Mika tells Dukat she is not sure she can lie to Benyan about the child's true parentage. Dukat opens an airlock, attempting to blow Mika out into space; but Mika survives, and the doctor reports that she is likely to recover from her injuries. Dukat calls the incident an "accident", but in private, he prays to the Pah-wraiths, concerned that his followers will discover what he has done.

Dukat decides to have the Bajoran believers commit mass suicide, using pills that will reduce the body to dust. Kira is locked in her quarters, but escapes just in time to reach the suicide ceremony. She knocks Dukat's pill out of his hand and onto the floor with other pills. Dukat scrambles to find his pill amongst the others; Kira accuses him of using a placebo, having no intention of dying himself. With this revelation, the Bajorans turn against him. Dukat beams out, and Fala takes a pill and swallows it, explaining his decision with the word "faith".

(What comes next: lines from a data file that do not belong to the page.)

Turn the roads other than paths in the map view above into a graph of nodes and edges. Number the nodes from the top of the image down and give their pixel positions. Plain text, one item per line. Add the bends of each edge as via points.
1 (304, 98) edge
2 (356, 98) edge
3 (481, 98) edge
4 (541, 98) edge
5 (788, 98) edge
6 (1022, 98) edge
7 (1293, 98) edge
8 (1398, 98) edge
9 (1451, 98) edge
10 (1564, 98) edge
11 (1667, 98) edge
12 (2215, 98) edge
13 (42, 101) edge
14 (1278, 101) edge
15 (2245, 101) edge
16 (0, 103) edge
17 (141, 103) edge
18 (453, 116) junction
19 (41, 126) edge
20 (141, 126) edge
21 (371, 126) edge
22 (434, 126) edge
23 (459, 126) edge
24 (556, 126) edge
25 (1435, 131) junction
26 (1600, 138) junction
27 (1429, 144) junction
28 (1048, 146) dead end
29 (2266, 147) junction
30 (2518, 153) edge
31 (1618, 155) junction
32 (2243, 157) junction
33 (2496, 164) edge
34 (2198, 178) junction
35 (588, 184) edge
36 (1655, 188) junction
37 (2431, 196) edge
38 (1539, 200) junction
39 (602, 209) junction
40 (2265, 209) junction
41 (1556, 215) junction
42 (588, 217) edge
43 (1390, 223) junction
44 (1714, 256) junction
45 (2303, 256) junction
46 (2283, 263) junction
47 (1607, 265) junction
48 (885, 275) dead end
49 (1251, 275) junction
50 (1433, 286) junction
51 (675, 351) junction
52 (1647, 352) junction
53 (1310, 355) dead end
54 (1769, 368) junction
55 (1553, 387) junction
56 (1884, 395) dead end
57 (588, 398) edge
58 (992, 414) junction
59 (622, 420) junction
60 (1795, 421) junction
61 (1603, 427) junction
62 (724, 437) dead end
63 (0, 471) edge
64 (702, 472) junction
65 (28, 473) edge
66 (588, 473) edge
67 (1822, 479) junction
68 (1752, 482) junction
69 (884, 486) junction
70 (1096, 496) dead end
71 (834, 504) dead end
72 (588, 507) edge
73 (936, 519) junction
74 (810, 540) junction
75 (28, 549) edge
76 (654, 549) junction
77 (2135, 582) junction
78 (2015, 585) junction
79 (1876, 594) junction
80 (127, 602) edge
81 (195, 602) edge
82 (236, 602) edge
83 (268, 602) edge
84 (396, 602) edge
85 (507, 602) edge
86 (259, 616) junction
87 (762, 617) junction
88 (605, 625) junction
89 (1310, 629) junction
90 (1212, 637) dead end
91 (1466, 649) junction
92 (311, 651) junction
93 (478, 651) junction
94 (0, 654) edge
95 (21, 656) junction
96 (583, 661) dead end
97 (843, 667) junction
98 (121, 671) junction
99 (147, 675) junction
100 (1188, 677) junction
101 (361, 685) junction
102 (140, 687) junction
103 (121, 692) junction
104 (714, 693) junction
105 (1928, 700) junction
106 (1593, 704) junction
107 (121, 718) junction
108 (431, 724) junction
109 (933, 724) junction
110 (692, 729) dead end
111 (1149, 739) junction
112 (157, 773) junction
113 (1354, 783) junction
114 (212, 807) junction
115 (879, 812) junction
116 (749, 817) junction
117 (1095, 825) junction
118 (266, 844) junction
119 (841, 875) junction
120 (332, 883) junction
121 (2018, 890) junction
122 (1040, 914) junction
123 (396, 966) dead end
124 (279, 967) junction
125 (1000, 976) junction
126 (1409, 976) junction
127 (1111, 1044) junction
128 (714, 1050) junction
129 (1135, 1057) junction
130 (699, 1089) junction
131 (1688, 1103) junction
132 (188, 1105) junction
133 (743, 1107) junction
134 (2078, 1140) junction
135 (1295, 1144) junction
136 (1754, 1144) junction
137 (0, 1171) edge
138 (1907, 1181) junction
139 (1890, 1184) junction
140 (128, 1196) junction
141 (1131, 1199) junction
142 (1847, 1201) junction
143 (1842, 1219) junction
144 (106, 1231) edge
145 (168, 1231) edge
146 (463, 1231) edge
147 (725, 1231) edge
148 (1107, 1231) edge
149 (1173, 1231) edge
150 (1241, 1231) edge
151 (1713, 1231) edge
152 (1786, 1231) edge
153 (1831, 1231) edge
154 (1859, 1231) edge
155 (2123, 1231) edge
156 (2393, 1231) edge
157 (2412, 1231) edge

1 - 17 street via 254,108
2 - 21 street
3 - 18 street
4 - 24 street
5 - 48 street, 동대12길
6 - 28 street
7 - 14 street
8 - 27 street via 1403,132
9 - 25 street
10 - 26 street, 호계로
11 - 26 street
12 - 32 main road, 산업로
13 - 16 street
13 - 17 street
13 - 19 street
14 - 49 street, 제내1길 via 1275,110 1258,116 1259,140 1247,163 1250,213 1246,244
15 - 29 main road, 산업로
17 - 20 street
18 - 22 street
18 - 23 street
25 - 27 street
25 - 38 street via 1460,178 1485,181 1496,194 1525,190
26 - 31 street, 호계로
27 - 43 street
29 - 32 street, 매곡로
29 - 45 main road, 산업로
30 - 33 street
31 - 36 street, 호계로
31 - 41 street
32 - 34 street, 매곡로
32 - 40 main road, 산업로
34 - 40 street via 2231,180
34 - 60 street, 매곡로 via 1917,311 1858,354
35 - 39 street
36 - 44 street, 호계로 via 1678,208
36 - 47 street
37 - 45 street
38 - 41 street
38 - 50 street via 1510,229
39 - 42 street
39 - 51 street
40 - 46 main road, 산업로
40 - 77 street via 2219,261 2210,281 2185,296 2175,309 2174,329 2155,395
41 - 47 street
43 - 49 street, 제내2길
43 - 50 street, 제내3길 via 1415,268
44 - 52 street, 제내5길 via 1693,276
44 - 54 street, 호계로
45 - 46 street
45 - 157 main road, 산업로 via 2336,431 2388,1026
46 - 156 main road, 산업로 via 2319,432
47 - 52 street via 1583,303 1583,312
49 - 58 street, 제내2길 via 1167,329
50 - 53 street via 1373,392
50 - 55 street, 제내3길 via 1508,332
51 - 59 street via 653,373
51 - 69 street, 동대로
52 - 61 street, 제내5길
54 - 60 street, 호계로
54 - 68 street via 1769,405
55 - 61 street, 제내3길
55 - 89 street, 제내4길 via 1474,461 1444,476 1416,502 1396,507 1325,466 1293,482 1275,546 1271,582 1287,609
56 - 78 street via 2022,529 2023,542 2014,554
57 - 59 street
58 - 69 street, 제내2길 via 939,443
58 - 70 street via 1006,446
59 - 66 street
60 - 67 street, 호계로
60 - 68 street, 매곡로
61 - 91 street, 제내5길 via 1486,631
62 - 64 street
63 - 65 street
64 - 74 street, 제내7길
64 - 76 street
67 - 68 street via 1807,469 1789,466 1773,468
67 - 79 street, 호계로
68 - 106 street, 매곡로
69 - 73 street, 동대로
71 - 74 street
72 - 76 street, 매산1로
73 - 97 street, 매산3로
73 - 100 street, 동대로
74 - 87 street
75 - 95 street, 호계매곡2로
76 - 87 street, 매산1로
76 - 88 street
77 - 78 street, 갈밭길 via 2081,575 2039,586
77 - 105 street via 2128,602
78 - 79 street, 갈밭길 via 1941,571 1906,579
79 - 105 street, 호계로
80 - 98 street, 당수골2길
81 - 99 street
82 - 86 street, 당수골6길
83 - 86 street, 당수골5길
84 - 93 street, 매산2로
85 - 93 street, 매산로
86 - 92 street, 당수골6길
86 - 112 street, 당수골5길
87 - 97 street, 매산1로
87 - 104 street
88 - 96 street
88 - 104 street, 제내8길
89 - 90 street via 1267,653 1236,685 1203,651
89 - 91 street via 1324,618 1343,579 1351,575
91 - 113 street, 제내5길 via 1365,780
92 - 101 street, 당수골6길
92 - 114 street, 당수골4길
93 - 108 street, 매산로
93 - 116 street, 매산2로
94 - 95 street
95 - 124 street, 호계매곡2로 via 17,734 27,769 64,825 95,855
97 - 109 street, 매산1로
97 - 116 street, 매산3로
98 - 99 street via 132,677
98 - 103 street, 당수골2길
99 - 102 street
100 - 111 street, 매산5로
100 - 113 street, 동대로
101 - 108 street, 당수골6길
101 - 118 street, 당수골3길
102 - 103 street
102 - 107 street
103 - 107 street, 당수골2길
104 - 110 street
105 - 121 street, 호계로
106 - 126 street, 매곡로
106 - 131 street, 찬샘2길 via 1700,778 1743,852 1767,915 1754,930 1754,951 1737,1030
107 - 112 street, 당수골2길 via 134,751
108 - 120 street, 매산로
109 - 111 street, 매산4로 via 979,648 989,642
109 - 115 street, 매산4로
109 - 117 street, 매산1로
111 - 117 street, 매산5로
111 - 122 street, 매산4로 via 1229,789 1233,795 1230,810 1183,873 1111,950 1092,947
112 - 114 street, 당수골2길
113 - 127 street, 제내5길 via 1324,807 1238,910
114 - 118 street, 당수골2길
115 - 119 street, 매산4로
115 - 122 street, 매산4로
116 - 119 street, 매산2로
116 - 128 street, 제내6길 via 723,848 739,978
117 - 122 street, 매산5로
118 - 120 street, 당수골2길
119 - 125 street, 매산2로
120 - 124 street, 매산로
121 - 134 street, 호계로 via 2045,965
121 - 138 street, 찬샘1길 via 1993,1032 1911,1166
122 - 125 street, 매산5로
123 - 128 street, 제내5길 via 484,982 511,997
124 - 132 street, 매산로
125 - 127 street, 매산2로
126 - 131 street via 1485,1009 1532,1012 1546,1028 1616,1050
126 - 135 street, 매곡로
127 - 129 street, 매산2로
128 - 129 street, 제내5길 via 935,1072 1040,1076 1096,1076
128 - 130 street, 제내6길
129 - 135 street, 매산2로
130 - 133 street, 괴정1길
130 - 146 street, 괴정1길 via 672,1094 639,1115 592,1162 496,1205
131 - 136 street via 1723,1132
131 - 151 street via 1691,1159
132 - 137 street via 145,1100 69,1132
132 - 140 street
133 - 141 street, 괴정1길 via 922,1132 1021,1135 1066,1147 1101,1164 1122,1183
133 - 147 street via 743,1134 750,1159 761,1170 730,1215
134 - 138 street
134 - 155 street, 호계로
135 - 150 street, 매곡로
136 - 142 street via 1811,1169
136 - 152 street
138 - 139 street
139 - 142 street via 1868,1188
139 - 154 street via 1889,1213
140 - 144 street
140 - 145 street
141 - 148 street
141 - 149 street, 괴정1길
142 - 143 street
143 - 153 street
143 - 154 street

The starship Defiant arrives and takes Kira and the cultists back to Deep Space Nine. Kira ponders the meaning of Fala's last words and acknowledges that Dukat may truly believe in what he was doing, making him more dangerous than ever.

==Production==
Writer Rene Echevarria did not think the episode did enough to develop the Bajoran characters, to show the cult members point of view and what they were getting out of the experience. Echevarria said that originally Dukat was not sincere in his belief in the Pah-wraith but this changed during the writing process:

a part of him is sincere. On the other level, of course, there is some dark need of his to continue to punish these people. I hope that that decision to make him sincere really pays off. On some level he is."

==Reception==
Cinefantastique magazine rated it 2.5 out of 5. Tor.com gave it 7 out of 10.

In 2015, Geek.com recommended this episode as "essential watching" for their abbreviated Star Trek: Deep Space Nine binge-watching guide, noting "Dukat has gone full-crazy".

In 2018, SyFy recommend this episode for its abbreviated watch guide for the Bajoran character Kira Nerys.

Political science scholar George A. Gonzales described this episode's portrayal of the Pah-wraith cult as "perhaps the most disturbing manifestation of religion" in the Star Trek franchise.